MADISON TOWNSHIP — Doug Rickert has worn just about every hat there is to wear at Madison, but he’ll add one more to his collection next winter.

Madison’s former baseball, boys basketball coach and current athletic director will take over as the girls basketball coach for the 2025-26 season. He succeeds Phil Schmook, who stepped down after piloting the Rams to an 8-15 record last year.

“Someone came up to me the other day and asked, ‘Do you realize you’re going to be the head coach of three sports at Madison?’ And it didn’t even cross my mind,” Rickert sad. “I have a stepdaughter on the team, so I’ve known a ton of these girls since when I helped out in junior high.

“It’s a matter of wanting to see them succeed.”

If Rickert’s track record as a head coach is any indication, success will soon follow.

A Madison graduate, Rickert was the head baseball coach from 1999 to 2019. He led the Rams to 16 sectional, nine conference and four district championships while piling up more than 300 victories.

We’ve got to get the girls excited about playing basketball.

New Madison girls basketball coach Doug Rickert

He guided the boys basketball program for five seasons from 2007 to 2012, fashioning a 67-45 record. Madison won the Ohio Cardinal Conference championship in 2009 and claimed the first district championship in more than 60 years in 2011.

Rickert inherits a program that hasn’t won a postseason game since 2019. He will be the third head coach in the past four seasons.

“I think a lot of them were hurt when (Schmook) left. We were making some strides,” said Rickert, who was a assistant last year. “I felt bad for them, so I wanted to continue what we started and hopefully make us a respectable basketball team around here.”

Rickert will welcome back just about the entire roster from last year. Madison finished fifth in the seven-team OCC.

“We do get a lot back and I think we can be dangerous,” Rickert said. “We’ve got some good things going for us.”

Madison has won or shared six of the past eight OCC girls soccer titles and two of the last three softball championships. Rickert would like to see the girls basketball program match the success of Madison’s other girls programs.

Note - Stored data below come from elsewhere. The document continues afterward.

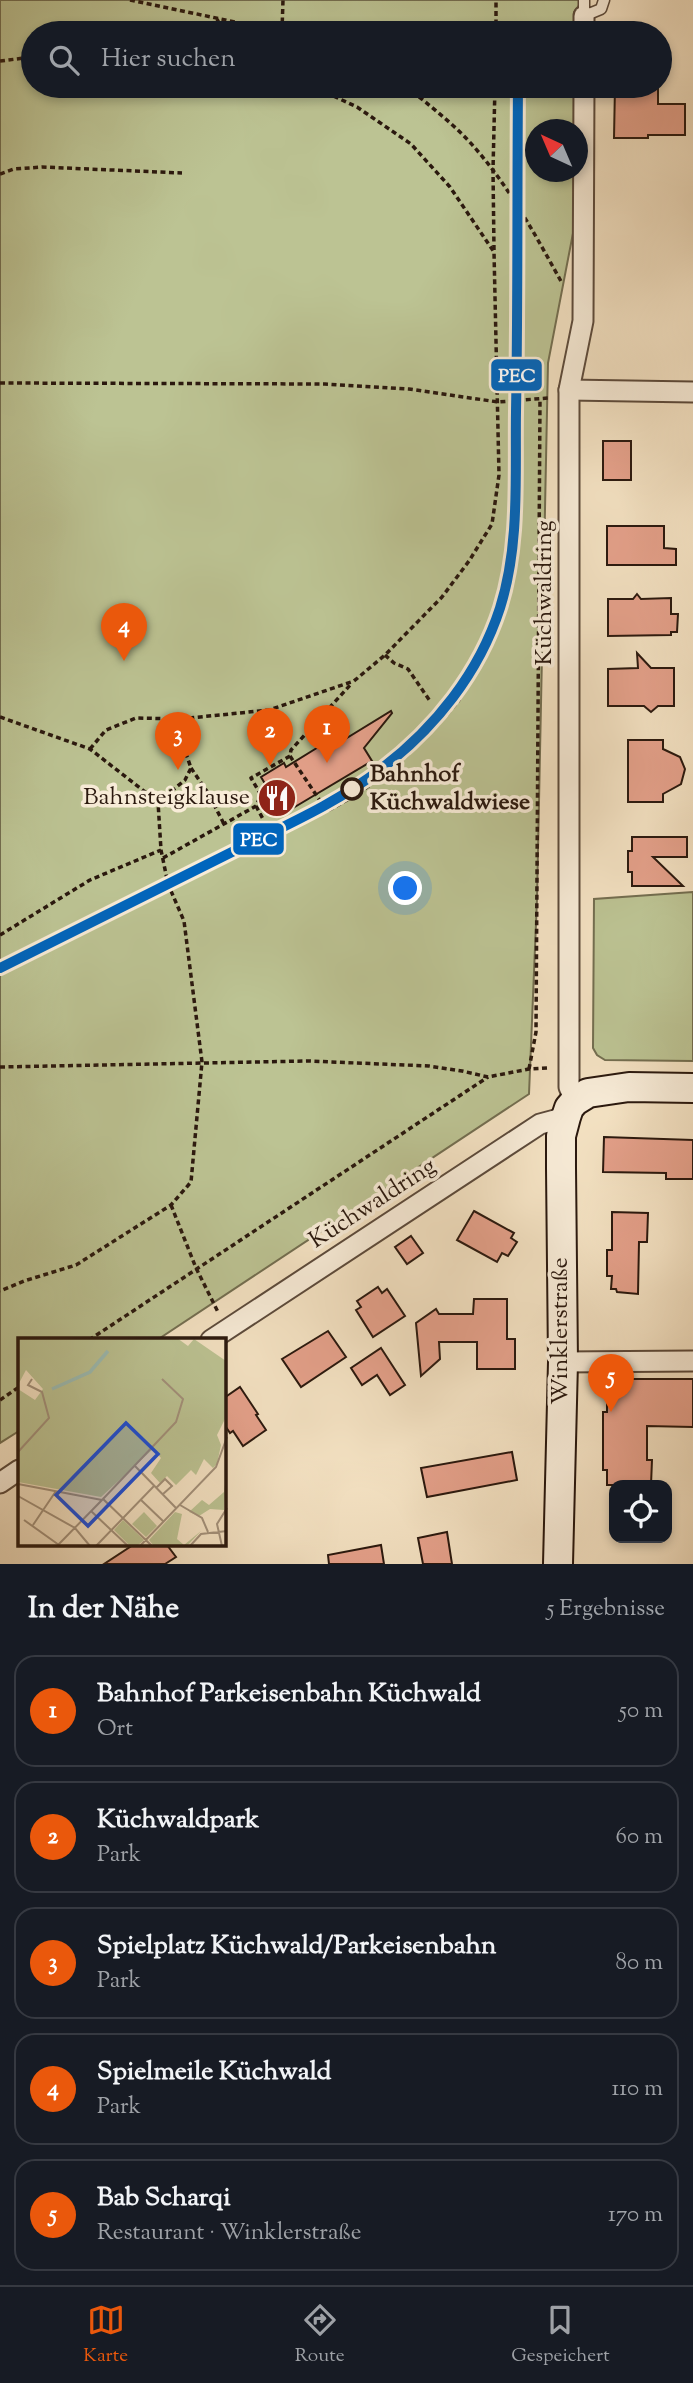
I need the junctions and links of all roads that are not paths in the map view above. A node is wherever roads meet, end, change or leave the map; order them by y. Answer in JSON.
{"nodes":[{"id":1,"x":604,"y":0,"type":"edge"},
{"id":2,"x":584,"y":17,"type":"edge"},
{"id":3,"x":584,"y":98,"type":"edge"},
{"id":4,"x":569,"y":390,"type":"junction"},
{"id":5,"x":693,"y":392,"type":"edge"},
{"id":6,"x":693,"y":1088,"type":"edge"},
{"id":7,"x":570,"y":1109,"type":"junction"},
{"id":8,"x":218,"y":1335,"type":"edge"},
{"id":9,"x":693,"y":1360,"type":"edge"},
{"id":10,"x":563,"y":1362,"type":"junction"},
{"id":11,"x":18,"y":1471,"type":"edge"},
{"id":12,"x":0,"y":1483,"type":"edge"},
{"id":13,"x":558,"y":1564,"type":"edge"}],
"edges":[{"from":1,"to":2,"type":"lane"},
{"from":3,"to":4,"type":"street","name":"Küchwaldring"},
{"from":4,"to":5,"type":"street"},
{"from":4,"to":7,"type":"street","name":"Küchwaldring"},
{"from":6,"to":7,"type":"main road"},
{"from":7,"to":8,"type":"street","name":"Küchwaldring"},
{"from":7,"to":10,"type":"main road","name":"Winklerstraße"},
{"from":9,"to":10,"type":"street"},
{"from":10,"to":13,"type":"main road","name":"Winklerstraße"},
{"from":11,"to":12,"type":"street"}]}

“We’ve just got to get it like every other sport here at Madison. We’ve got to get the girls excited about playing basketball,” Rickert said. “I look at what Scott Sellers is doing at Clear Fork and what Natalie Lantz is doing at Shelby. They’ve got younger girls playing and they’ve built consistent winners.”

It takes more than buy-in from the athletes, Rickert said.

“When we had good baseball teams and good boys basketball teams, I had good parents who wanted to help at the younger levels,” Rickert said. “They took kids to leagues and camps in the summer and put them in competitive situations because they wanted to see their kids succeed at this level.”

The Rams already have experienced some success this summer, winning a recent shootout at Mount Union. Eight players made the trip to Alliance and the group went 4-0.

“Those eight girls worked their tails off and they won. They got their t-shirts and they had a good time,” Rickert said. “We’ve got to focus on the small victories, even if that means getting a few more girls in the gym.

“We’ve got to get them to buy in because it’s like I told them the other day: Everything we do matters.”